*** Provided information ***

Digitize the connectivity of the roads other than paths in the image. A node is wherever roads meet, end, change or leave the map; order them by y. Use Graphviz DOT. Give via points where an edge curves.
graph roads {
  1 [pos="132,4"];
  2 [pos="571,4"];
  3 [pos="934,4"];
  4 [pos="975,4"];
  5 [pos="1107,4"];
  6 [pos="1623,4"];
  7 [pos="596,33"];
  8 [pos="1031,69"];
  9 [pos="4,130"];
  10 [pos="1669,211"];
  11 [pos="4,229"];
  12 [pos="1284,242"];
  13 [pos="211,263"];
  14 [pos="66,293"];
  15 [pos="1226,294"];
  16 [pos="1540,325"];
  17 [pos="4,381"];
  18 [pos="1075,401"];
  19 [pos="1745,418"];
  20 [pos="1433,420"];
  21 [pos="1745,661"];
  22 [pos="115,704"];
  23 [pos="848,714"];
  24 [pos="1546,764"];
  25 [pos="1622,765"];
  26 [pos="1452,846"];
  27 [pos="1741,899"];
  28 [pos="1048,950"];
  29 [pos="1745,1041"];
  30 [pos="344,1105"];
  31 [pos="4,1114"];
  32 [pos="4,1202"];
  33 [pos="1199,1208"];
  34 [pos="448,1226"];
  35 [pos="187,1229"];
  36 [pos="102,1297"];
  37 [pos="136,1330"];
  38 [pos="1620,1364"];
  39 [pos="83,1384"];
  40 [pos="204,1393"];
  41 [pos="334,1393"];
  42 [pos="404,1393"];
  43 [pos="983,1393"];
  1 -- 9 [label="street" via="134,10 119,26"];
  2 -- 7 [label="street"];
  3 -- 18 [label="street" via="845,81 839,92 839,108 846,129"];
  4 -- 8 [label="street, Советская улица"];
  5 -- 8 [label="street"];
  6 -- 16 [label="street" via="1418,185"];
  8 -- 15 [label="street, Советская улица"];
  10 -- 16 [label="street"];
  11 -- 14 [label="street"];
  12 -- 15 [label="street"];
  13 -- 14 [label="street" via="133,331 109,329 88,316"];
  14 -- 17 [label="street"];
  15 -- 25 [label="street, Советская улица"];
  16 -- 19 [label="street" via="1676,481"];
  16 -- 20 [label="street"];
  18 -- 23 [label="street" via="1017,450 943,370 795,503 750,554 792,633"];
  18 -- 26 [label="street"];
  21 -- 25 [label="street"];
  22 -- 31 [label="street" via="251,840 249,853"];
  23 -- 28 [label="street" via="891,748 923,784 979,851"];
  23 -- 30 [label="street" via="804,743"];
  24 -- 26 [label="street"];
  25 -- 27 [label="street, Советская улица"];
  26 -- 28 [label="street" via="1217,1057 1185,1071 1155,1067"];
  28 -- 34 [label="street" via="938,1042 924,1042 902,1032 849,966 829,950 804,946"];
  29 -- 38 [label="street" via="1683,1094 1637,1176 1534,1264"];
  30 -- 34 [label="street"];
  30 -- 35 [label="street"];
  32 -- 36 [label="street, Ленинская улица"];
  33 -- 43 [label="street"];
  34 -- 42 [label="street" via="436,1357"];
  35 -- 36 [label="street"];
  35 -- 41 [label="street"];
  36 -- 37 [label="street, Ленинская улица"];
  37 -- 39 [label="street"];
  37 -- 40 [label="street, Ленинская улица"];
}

*** End of Provided information ***

### Your objective
Your answer must consist of every line above, transcribed verbatim.

### The answer
Digitize the connectivity of the roads other than paths in the image. A node is wherever roads meet, end, change or leave the map; order them by y. Use Graphviz DOT. Give via points where an edge curves.
graph roads {
  1 [pos="132,4"];
  2 [pos="571,4"];
  3 [pos="934,4"];
  4 [pos="975,4"];
  5 [pos="1107,4"];
  6 [pos="1623,4"];
  7 [pos="596,33"];
  8 [pos="1031,69"];
  9 [pos="4,130"];
  10 [pos="1669,211"];
  11 [pos="4,229"];
  12 [pos="1284,242"];
  13 [pos="211,263"];
  14 [pos="66,293"];
  15 [pos="1226,294"];
  16 [pos="1540,325"];
  17 [pos="4,381"];
  18 [pos="1075,401"];
  19 [pos="1745,418"];
  20 [pos="1433,420"];
  21 [pos="1745,661"];
  22 [pos="115,704"];
  23 [pos="848,714"];
  24 [pos="1546,764"];
  25 [pos="1622,765"];
  26 [pos="1452,846"];
  27 [pos="1741,899"];
  28 [pos="1048,950"];
  29 [pos="1745,1041"];
  30 [pos="344,1105"];
  31 [pos="4,1114"];
  32 [pos="4,1202"];
  33 [pos="1199,1208"];
  34 [pos="448,1226"];
  35 [pos="187,1229"];
  36 [pos="102,1297"];
  37 [pos="136,1330"];
  38 [pos="1620,1364"];
  39 [pos="83,1384"];
  40 [pos="204,1393"];
  41 [pos="334,1393"];
  42 [pos="404,1393"];
  43 [pos="983,1393"];
  1 -- 9 [label="street" via="134,10 119,26"];
  2 -- 7 [label="street"];
  3 -- 18 [label="street" via="845,81 839,92 839,108 846,129"];
  4 -- 8 [label="street, Советская улица"];
  5 -- 8 [label="street"];
  6 -- 16 [label="street" via="1418,185"];
  8 -- 15 [label="street, Советская улица"];
  10 -- 16 [label="street"];
  11 -- 14 [label="street"];
  12 -- 15 [label="street"];
  13 -- 14 [label="street" via="133,331 109,329 88,316"];
  14 -- 17 [label="street"];
  15 -- 25 [label="street, Советская улица"];
  16 -- 19 [label="street" via="1676,481"];
  16 -- 20 [label="street"];
  18 -- 23 [label="street" via="1017,450 943,370 795,503 750,554 792,633"];
  18 -- 26 [label="street"];
  21 -- 25 [label="street"];
  22 -- 31 [label="street" via="251,840 249,853"];
  23 -- 28 [label="street" via="891,748 923,784 979,851"];
  23 -- 30 [label="street" via="804,743"];
  24 -- 26 [label="street"];
  25 -- 27 [label="street, Советская улица"];
  26 -- 28 [label="street" via="1217,1057 1185,1071 1155,1067"];
  28 -- 34 [label="street" via="938,1042 924,1042 902,1032 849,966 829,950 804,946"];
  29 -- 38 [label="street" via="1683,1094 1637,1176 1534,1264"];
  30 -- 34 [label="street"];
  30 -- 35 [label="street"];
  32 -- 36 [label="street, Ленинская улица"];
  33 -- 43 [label="street"];
  34 -- 42 [label="street" via="436,1357"];
  35 -- 36 [label="street"];
  35 -- 41 [label="street"];
  36 -- 37 [label="street, Ленинская улица"];
  37 -- 39 [label="street"];
  37 -- 40 [label="street, Ленинская улица"];
}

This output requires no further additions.